On the trade-off cross-plot of accuracy against interpretability, Gradient Boosting methods are generally deemed to be more accurate than interpretable.

Feature Importance

Scikit-learn can quickly produce the feature importance, or gini importance associated with the model. This is defined to be the normalised total-reduction of the criterion by each feature, or more simply this could be interpreted as 'how helpful each of the predictors were in defining tree branches within the model'.


Figure 11: Feature importances or Gini importances attributed to the top 10 most influential predictors within the Gradient Boosting model.


A downside to the feature importance measured above in figure 11 is that it does not capture the nature of the relationship between each of the predictors and the target, i.e. whether it is a positive or negative predictor. For example, based on the distribution in figure 7 it is observed that a front-wheel-drive used car is generally cheaper or below average price, however the feature importance only informs that it is the 8th most important feature in determining used car price. This form of feature importance does not satisfy the initial objective that any produced model must be interpretable to identify value.

Permutation Importance with ELI5 and Used Car Value Breakdown

To combat the identified shortcomings of feature importance the Explain it Like I'm 5 (ELI5) package has been utilised to calculate permutation importance. ELI5 will shuffle (i.e. remove the information) one predictor at a time from the predictor set and measure how model scoring suffers. The associated weight is then ascribed to each of the predictors. After the permutation importance has been obtained, ELI5 can be further used to provide granular detail on how each predictor variable impacts the model prediction for a given used car, and importantly whether the nature of that relationship is positive or negative. Figure 12 below steps through the way in which ELI5 has been used to generate a used car value breakdown.


Figure 12: Engineered used car value breakdown using permutation importance from the ELI5 package.


The green and red box at the top is a raw output from ELI5's show_weights function, with positive predictors in green and negative predictors in red. Notice how despite this car being Ford, the fact that this car is also not a Land Rover has an impact on the predicted price. It is relationships like this which have been collapsed into a single accumulated price impact in the central table. As this feature is particularly useful, there are more examples of used car value breakdowns to be found in the linked non-technical presentation and the notebook 05_Modelling_version1.

With the ELI5 analysis of the final model in place, the inner workings of the model have become suitably explainable and transparent.

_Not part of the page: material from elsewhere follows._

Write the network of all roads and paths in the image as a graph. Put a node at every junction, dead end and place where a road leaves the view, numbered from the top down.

The primary objective has been satisfied.

Validating the Hypothesis

With the model finalised it was then possible to test the hypothesis; is a Dacia cheaper than a Volvo?

To verify this hypothesis, a series of synthetic used cars were generated with identical attributes other than the car brand. These cars were then pushed into the model for price prediction and the outputs plotted below in figure 13.

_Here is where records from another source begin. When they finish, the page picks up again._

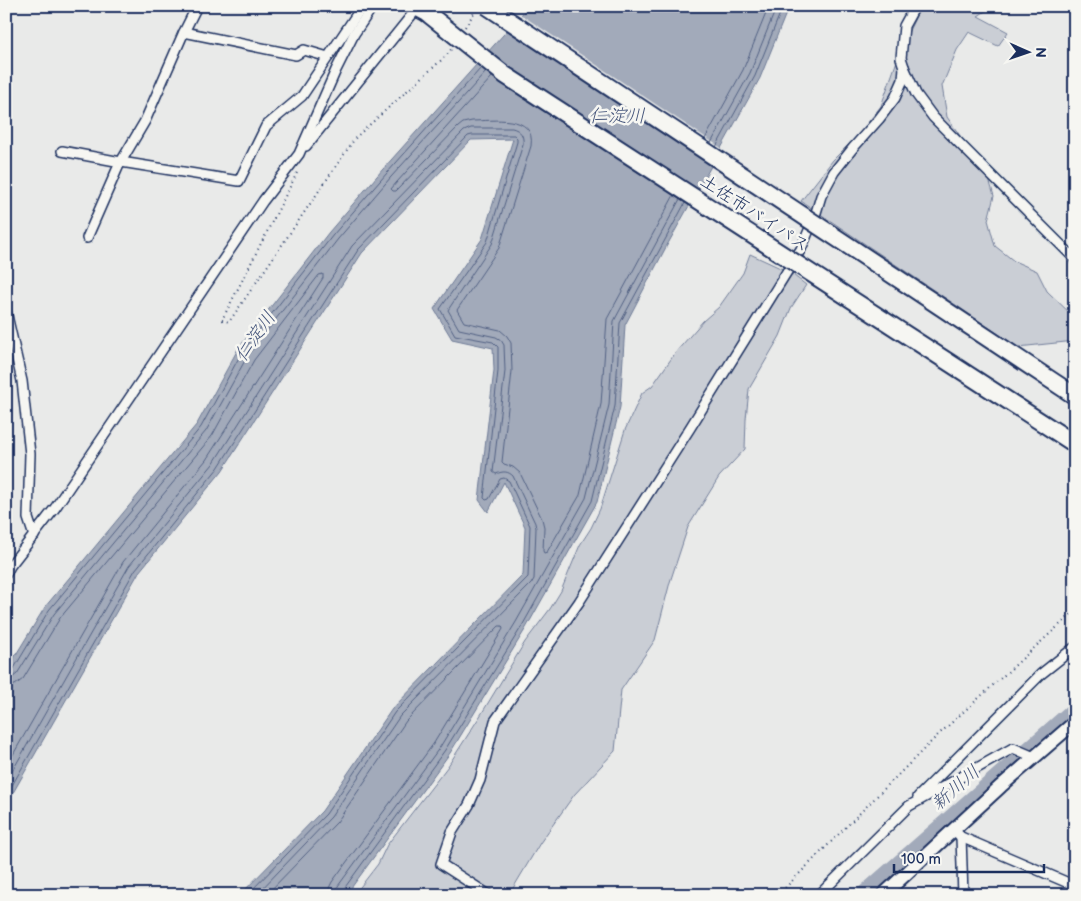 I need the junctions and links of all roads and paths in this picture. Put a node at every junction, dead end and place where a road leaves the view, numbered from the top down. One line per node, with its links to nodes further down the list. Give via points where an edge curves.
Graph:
1 (197, 6): 9 (street)
2 (373, 6): 7 (street)
3 (478, 6): 8 (path)
4 (487, 6): 19 (highway, 土佐市バイパス, bridge)
5 (915, 6): 12 (street, via 904,26 901,58)
6 (420, 8): 14 (street); 20 (highway, 土佐市バイパス, bridge, via 505,75)
7 (360, 12): 11 (street); 14 (street, via 354,34)
8 (463, 31)
9 (184, 32): 11 (street, via 296,56 304,50); 15 (street, via 144,121)
10 (453, 47): 14 (path, via 356,137 229,322 222,320 303,162)
11 (328, 57): 15 (street, via 302,96 266,126 239,181)
12 (904, 67): 17 (street, via 916,94 933,117); 30 (street, via 903,80 895,98 834,172 821,196 801,250 695,420 579,602 495,721 480,780 452,832 441,864)
13 (62, 150): 15 (street)
14 (298, 156): 21 (street, via 263,201)
15 (121, 162): 16 (street)
16 (87, 238)
17 (1075, 258)
18 (6, 311): 21 (street, via 23,390 30,454 28,518)
19 (1075, 396)
20 (1075, 444)
21 (34, 536): 22 (street)
22 (7, 568)
23 (1075, 610): 31 (path, via 938,735)
24 (1075, 647): 27 (street, via 1041,674)
25 (1075, 722): 26 (main road)
26 (1034, 757): 27 (street, via 1013,748); 28 (main road)
27 (911, 805): 32 (street)
28 (957, 833): 29 (street); 33 (main road); 34 (street)
29 (1075, 885)
30 (489, 895)
31 (778, 895)
32 (819, 895)
33 (883, 895)
34 (963, 895)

Figure 13: Synthetic car value plot where all attributes are constant but car brand. YEar was fixed at 2018, mileage was fixed at 30000 and BHP was fixed at 100. Volvo and Dacia brands associated with the hypothesis have been coloured red.


Figure 13 illustrates that Tesla is the most expensive car brand modelled and Ssangyong is the least expensive car brand modelled. It also confirms the hypothesis that a Dacia branded car is indeed cheaper than a Volvo branded car. A Dacia is the third cheapest brand of the used cars modelled in this project. The hypothesis has been validated as true and the secondary project objective has been satisfied.

The full modelling workflow from model selection on a subset of the data to model interpretation with ELI5 is documented in notebook 05_Modelling_version1.

Limitations

Having satisfied both project objectives, there are a number of limitations to be aware of:

  • This project relies on the assumption that the listed cars are sold at the advertised price at the time of web scraping. It is common practice to reduce the price of a car if it has not been able to sell, but that would be missed by the dataset. To navigate this problem data would need to be obtained with sold price rather than the advertised price which this project is based on. This would likely require access to the commercial AutoTrader API.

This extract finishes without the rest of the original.